- **Input**
· · ·

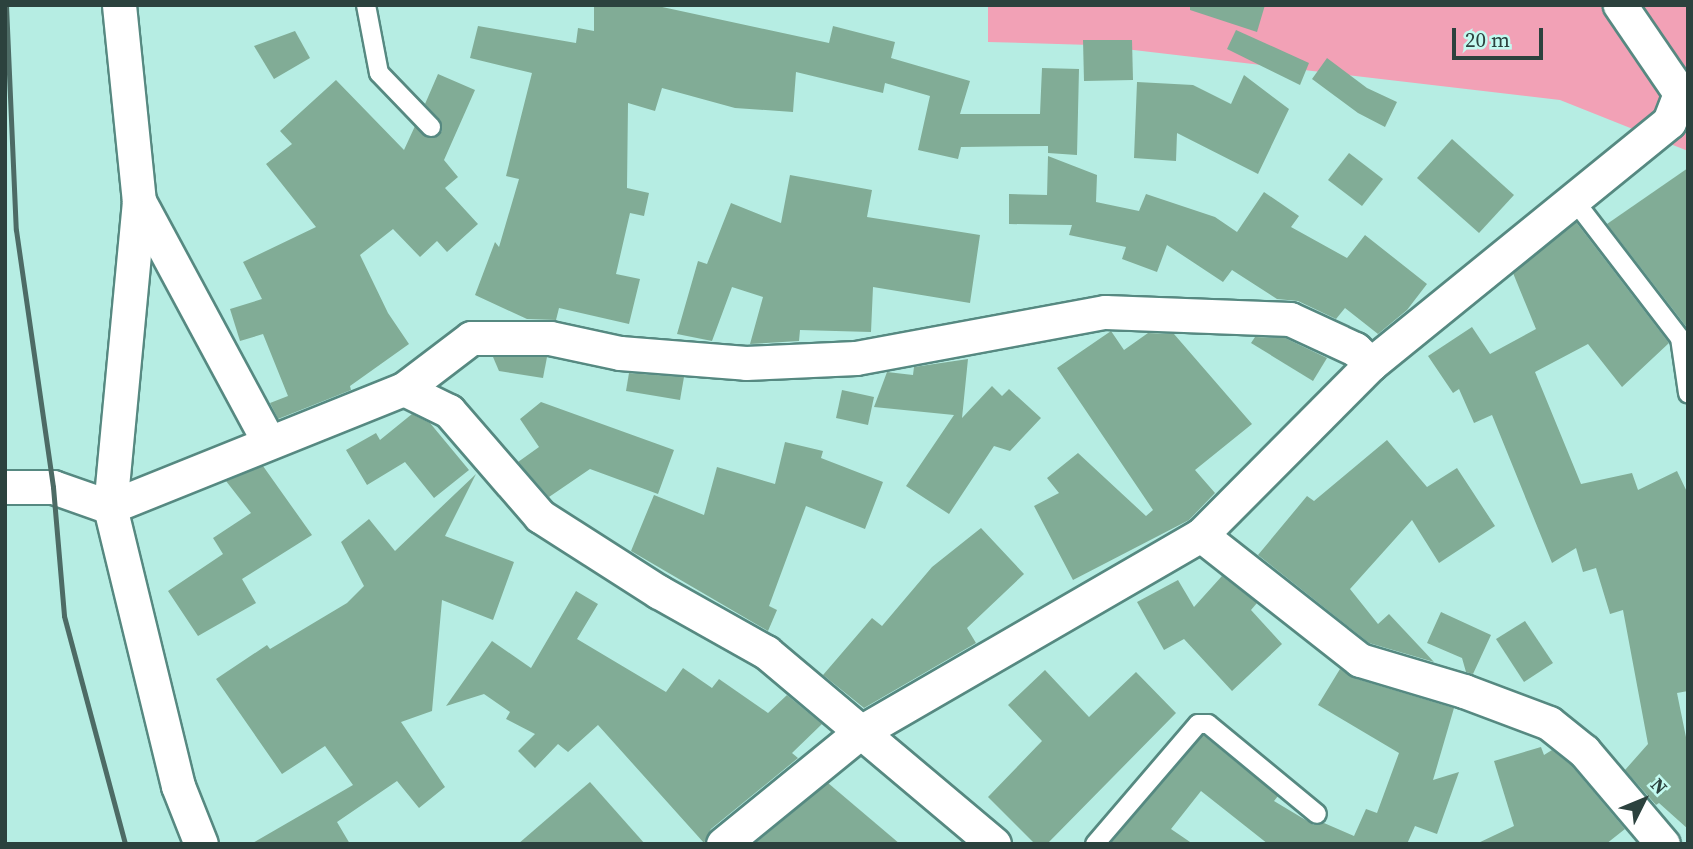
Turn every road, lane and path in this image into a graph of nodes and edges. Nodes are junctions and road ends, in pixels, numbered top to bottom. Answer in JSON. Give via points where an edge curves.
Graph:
{"nodes":[{"id":1,"x":119,"y":5,"type":"edge"},
{"id":2,"x":366,"y":5,"type":"edge"},
{"id":3,"x":1620,"y":5,"type":"edge"},
{"id":4,"x":431,"y":127,"type":"dead end"},
{"id":5,"x":1574,"y":200,"type":"junction"},
{"id":6,"x":139,"y":201,"type":"junction"},
{"id":7,"x":1371,"y":364,"type":"junction"},
{"id":8,"x":404,"y":389,"type":"junction"},
{"id":9,"x":1688,"y":393,"type":"edge"},
{"id":10,"x":268,"y":441,"type":"junction"},
{"id":11,"x":5,"y":487,"type":"edge"},
{"id":12,"x":110,"y":506,"type":"junction"},
{"id":13,"x":1201,"y":535,"type":"junction"},
{"id":14,"x":859,"y":733,"type":"junction"},
{"id":15,"x":1317,"y":814,"type":"dead end"},
{"id":16,"x":201,"y":844,"type":"edge"},
{"id":17,"x":723,"y":844,"type":"edge"},
{"id":18,"x":994,"y":844,"type":"edge"},
{"id":19,"x":1095,"y":844,"type":"edge"},
{"id":20,"x":1663,"y":844,"type":"edge"}],
"edges":[{"from":1,"to":6,"type":"street"},
{"from":2,"to":4,"type":"lane","via":[[379,73]]},
{"from":3,"to":5,"type":"street","via":[[1680,93],[1669,122]]},
{"from":5,"to":7,"type":"street"},
{"from":5,"to":9,"type":"lane","via":[[1680,338]]},
{"from":6,"to":10,"type":"street"},
{"from":6,"to":12,"type":"street"},
{"from":7,"to":8,"type":"street","via":[[1354,349],[1290,319],[1105,312],[856,358],[746,363],[620,352],[550,338],[471,338]]},
{"from":7,"to":13,"type":"street"},
{"from":8,"to":10,"type":"street"},
{"from":8,"to":14,"type":"street","via":[[449,411],[540,516],[765,652]]},
{"from":10,"to":12,"type":"street"},
{"from":11,"to":12,"type":"street","via":[[53,487]]},
{"from":12,"to":16,"type":"street","via":[[178,786]]},
{"from":13,"to":14,"type":"street"},
{"from":13,"to":20,"type":"street","via":[[1360,660],[1549,723],[1584,751]]},
{"from":14,"to":17,"type":"street"},
{"from":14,"to":18,"type":"street"},
{"from":15,"to":19,"type":"lane","via":[[1208,724],[1198,724]]}]}
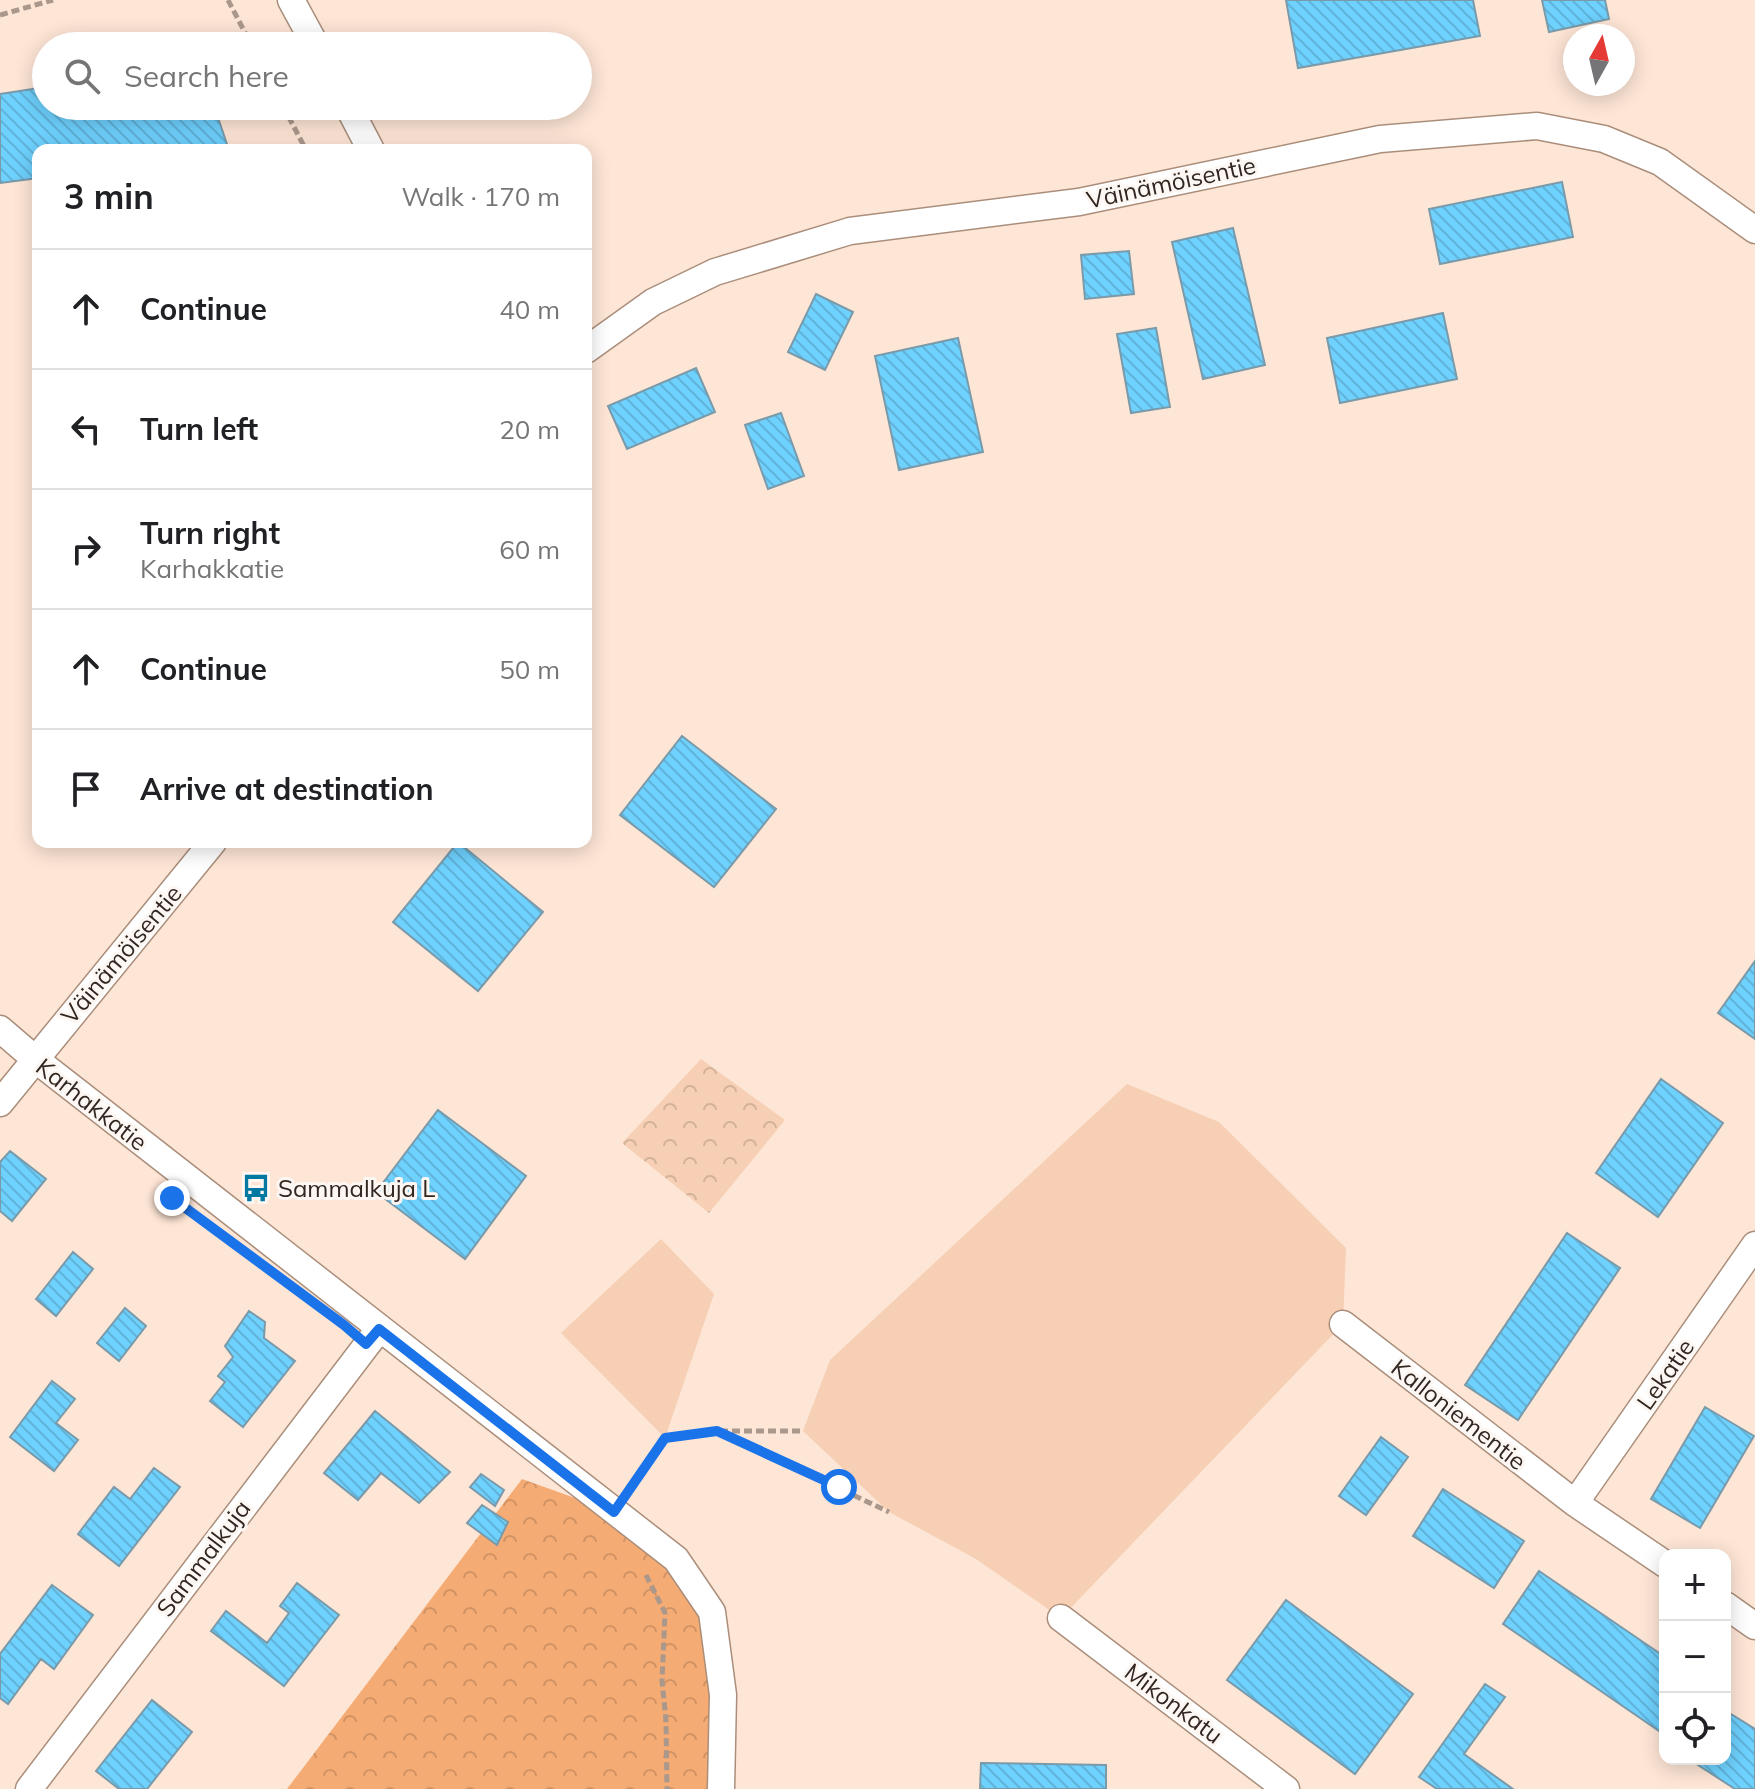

· · ·

- **What is being asked**
Recopy the whole listing above precisely, excluding images.

- **The answer**
Turn every road, lane and path in this image into a graph of nodes and edges. Nodes are junctions and road ends, in pixels, numbered top to bottom. Answer in JSON. Give via points where an edge curves.
Graph:
{"nodes":[{"id":1,"x":119,"y":5,"type":"edge"},
{"id":2,"x":366,"y":5,"type":"edge"},
{"id":3,"x":1620,"y":5,"type":"edge"},
{"id":4,"x":431,"y":127,"type":"dead end"},
{"id":5,"x":1574,"y":200,"type":"junction"},
{"id":6,"x":139,"y":201,"type":"junction"},
{"id":7,"x":1371,"y":364,"type":"junction"},
{"id":8,"x":404,"y":389,"type":"junction"},
{"id":9,"x":1688,"y":393,"type":"edge"},
{"id":10,"x":268,"y":441,"type":"junction"},
{"id":11,"x":5,"y":487,"type":"edge"},
{"id":12,"x":110,"y":506,"type":"junction"},
{"id":13,"x":1201,"y":535,"type":"junction"},
{"id":14,"x":859,"y":733,"type":"junction"},
{"id":15,"x":1317,"y":814,"type":"dead end"},
{"id":16,"x":201,"y":844,"type":"edge"},
{"id":17,"x":723,"y":844,"type":"edge"},
{"id":18,"x":994,"y":844,"type":"edge"},
{"id":19,"x":1095,"y":844,"type":"edge"},
{"id":20,"x":1663,"y":844,"type":"edge"}],
"edges":[{"from":1,"to":6,"type":"street"},
{"from":2,"to":4,"type":"lane","via":[[379,73]]},
{"from":3,"to":5,"type":"street","via":[[1680,93],[1669,122]]},
{"from":5,"to":7,"type":"street"},
{"from":5,"to":9,"type":"lane","via":[[1680,338]]},
{"from":6,"to":10,"type":"street"},
{"from":6,"to":12,"type":"street"},
{"from":7,"to":8,"type":"street","via":[[1354,349],[1290,319],[1105,312],[856,358],[746,363],[620,352],[550,338],[471,338]]},
{"from":7,"to":13,"type":"street"},
{"from":8,"to":10,"type":"street"},
{"from":8,"to":14,"type":"street","via":[[449,411],[540,516],[765,652]]},
{"from":10,"to":12,"type":"street"},
{"from":11,"to":12,"type":"street","via":[[53,487]]},
{"from":12,"to":16,"type":"street","via":[[178,786]]},
{"from":13,"to":14,"type":"street"},
{"from":13,"to":20,"type":"street","via":[[1360,660],[1549,723],[1584,751]]},
{"from":14,"to":17,"type":"street"},
{"from":14,"to":18,"type":"street"},
{"from":15,"to":19,"type":"lane","via":[[1208,724],[1198,724]]}]}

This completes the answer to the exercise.